→ **EXERCISE DATA**:
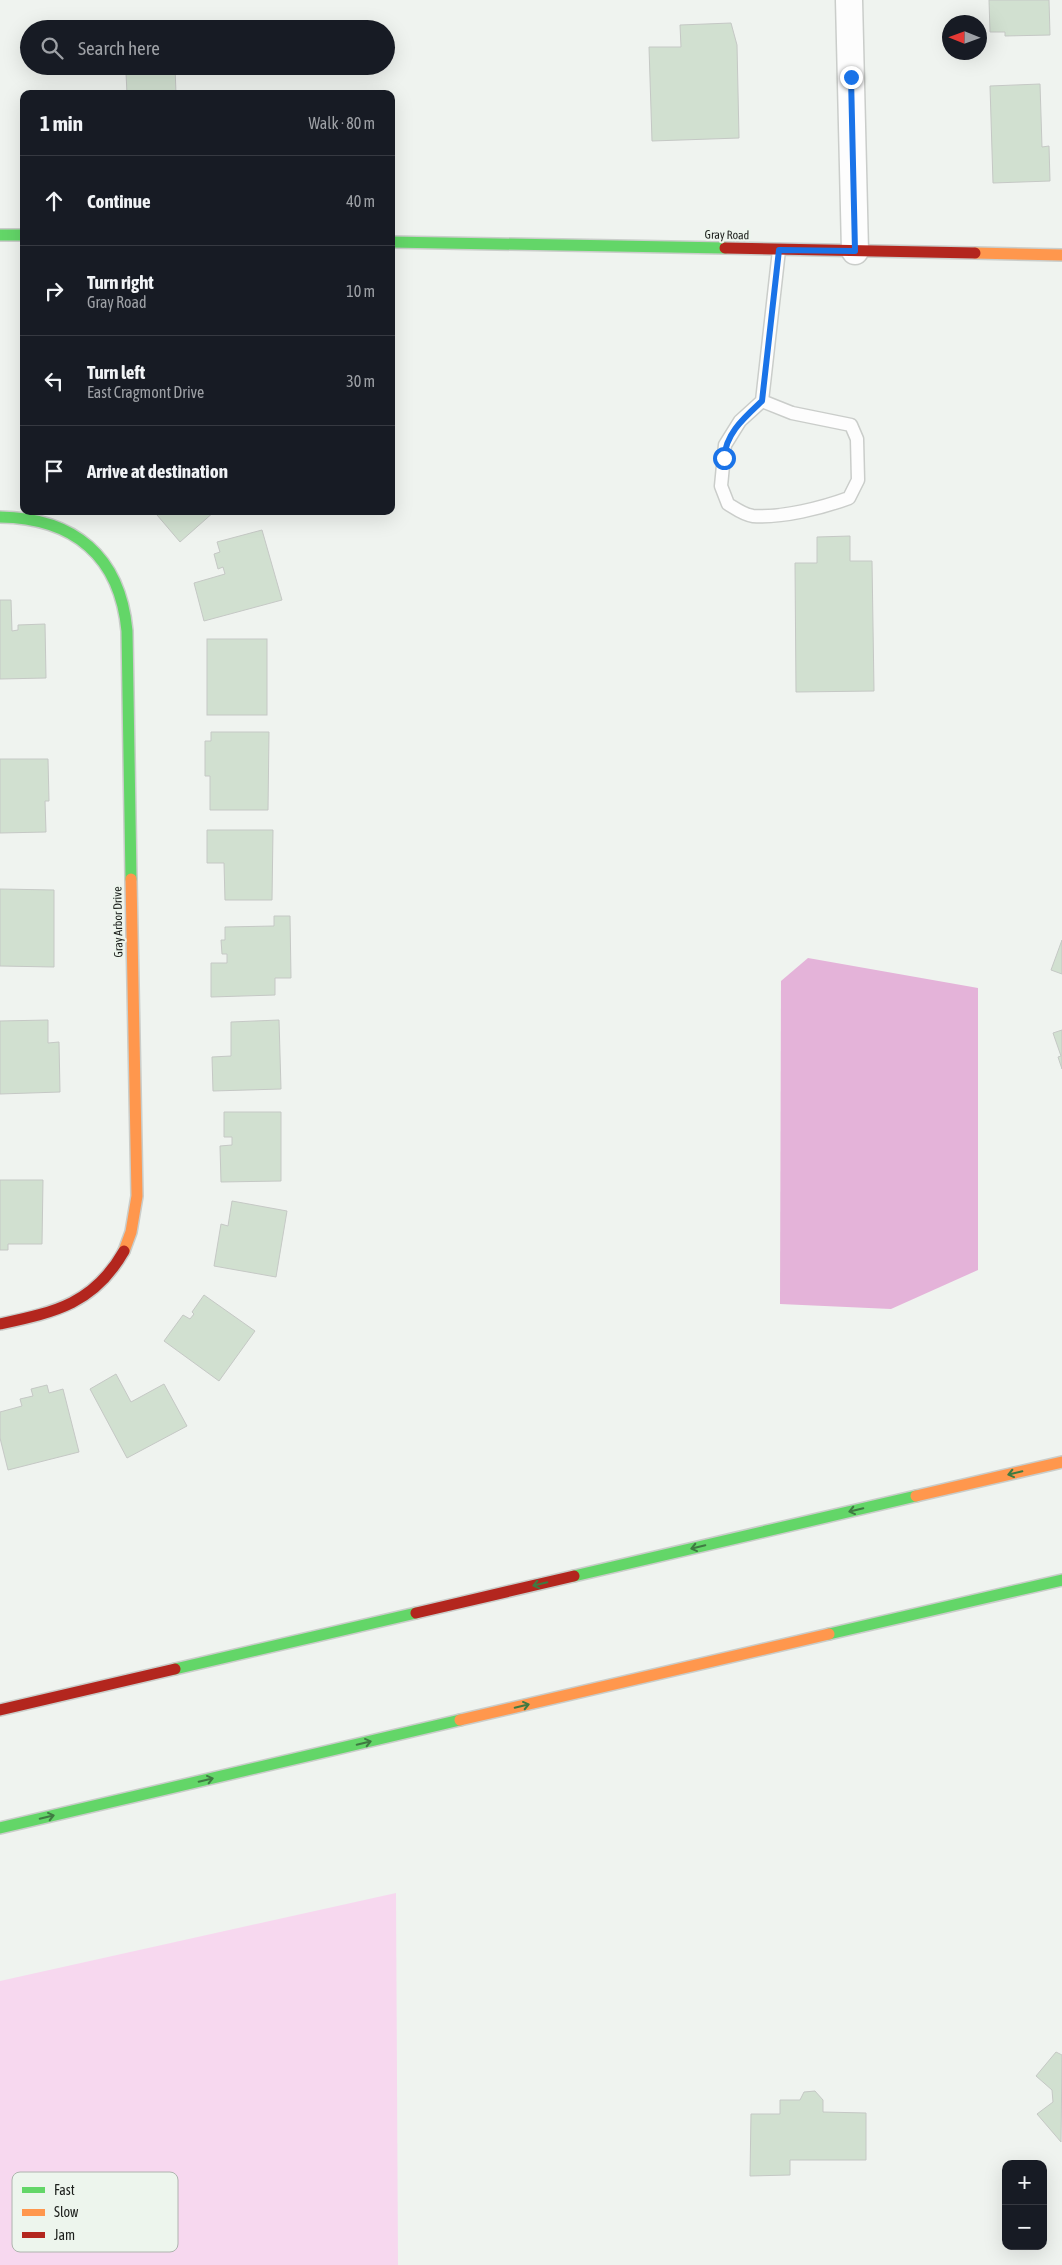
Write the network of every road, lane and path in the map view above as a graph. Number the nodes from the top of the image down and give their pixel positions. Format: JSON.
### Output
{"nodes":[{"id":1,"x":849,"y":0,"type":"edge"},
{"id":2,"x":0,"y":235,"type":"edge"},
{"id":3,"x":20,"y":235,"type":"edge"},
{"id":4,"x":395,"y":242,"type":"edge"},
{"id":5,"x":779,"y":250,"type":"junction"},
{"id":6,"x":855,"y":251,"type":"junction"},
{"id":7,"x":1062,"y":255,"type":"edge"},
{"id":8,"x":762,"y":401,"type":"junction"},
{"id":9,"x":0,"y":517,"type":"edge"},
{"id":10,"x":0,"y":1324,"type":"edge"},
{"id":11,"x":1062,"y":1462,"type":"edge"},
{"id":12,"x":1062,"y":1580,"type":"edge"},
{"id":13,"x":0,"y":1710,"type":"edge"},
{"id":14,"x":0,"y":1828,"type":"edge"}],
"edges":[{"from":1,"to":6,"type":"street"},
{"from":2,"to":3,"type":"main road"},
{"from":4,"to":5,"type":"main road","name":"Gray Road"},
{"from":5,"to":6,"type":"main road","name":"Gray Road"},
{"from":5,"to":8,"type":"lane"},
{"from":6,"to":7,"type":"main road","name":"Gray Road"},
{"from":8,"to":8,"type":"lane"},
{"from":9,"to":10,"type":"main road","name":"Gray Arbor Drive"},
{"from":11,"to":13,"type":"main road","one_way":true},
{"from":14,"to":12,"type":"main road","one_way":true}]}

→ **WHAT TO WORK ON**:
All of the listing should be transcribed exactly, but none of its images.

→ **RESPONSE AREA**:
Write the network of every road, lane and path in the map view above as a graph. Number the nodes from the top of the image down and give their pixel positions. Format: JSON.
### Output
{"nodes":[{"id":1,"x":849,"y":0,"type":"edge"},
{"id":2,"x":0,"y":235,"type":"edge"},
{"id":3,"x":20,"y":235,"type":"edge"},
{"id":4,"x":395,"y":242,"type":"edge"},
{"id":5,"x":779,"y":250,"type":"junction"},
{"id":6,"x":855,"y":251,"type":"junction"},
{"id":7,"x":1062,"y":255,"type":"edge"},
{"id":8,"x":762,"y":401,"type":"junction"},
{"id":9,"x":0,"y":517,"type":"edge"},
{"id":10,"x":0,"y":1324,"type":"edge"},
{"id":11,"x":1062,"y":1462,"type":"edge"},
{"id":12,"x":1062,"y":1580,"type":"edge"},
{"id":13,"x":0,"y":1710,"type":"edge"},
{"id":14,"x":0,"y":1828,"type":"edge"}],
"edges":[{"from":1,"to":6,"type":"street"},
{"from":2,"to":3,"type":"main road"},
{"from":4,"to":5,"type":"main road","name":"Gray Road"},
{"from":5,"to":6,"type":"main road","name":"Gray Road"},
{"from":5,"to":8,"type":"lane"},
{"from":6,"to":7,"type":"main road","name":"Gray Road"},
{"from":8,"to":8,"type":"lane"},
{"from":9,"to":10,"type":"main road","name":"Gray Arbor Drive"},
{"from":11,"to":13,"type":"main road","one_way":true},
{"from":14,"to":12,"type":"main road","one_way":true}]}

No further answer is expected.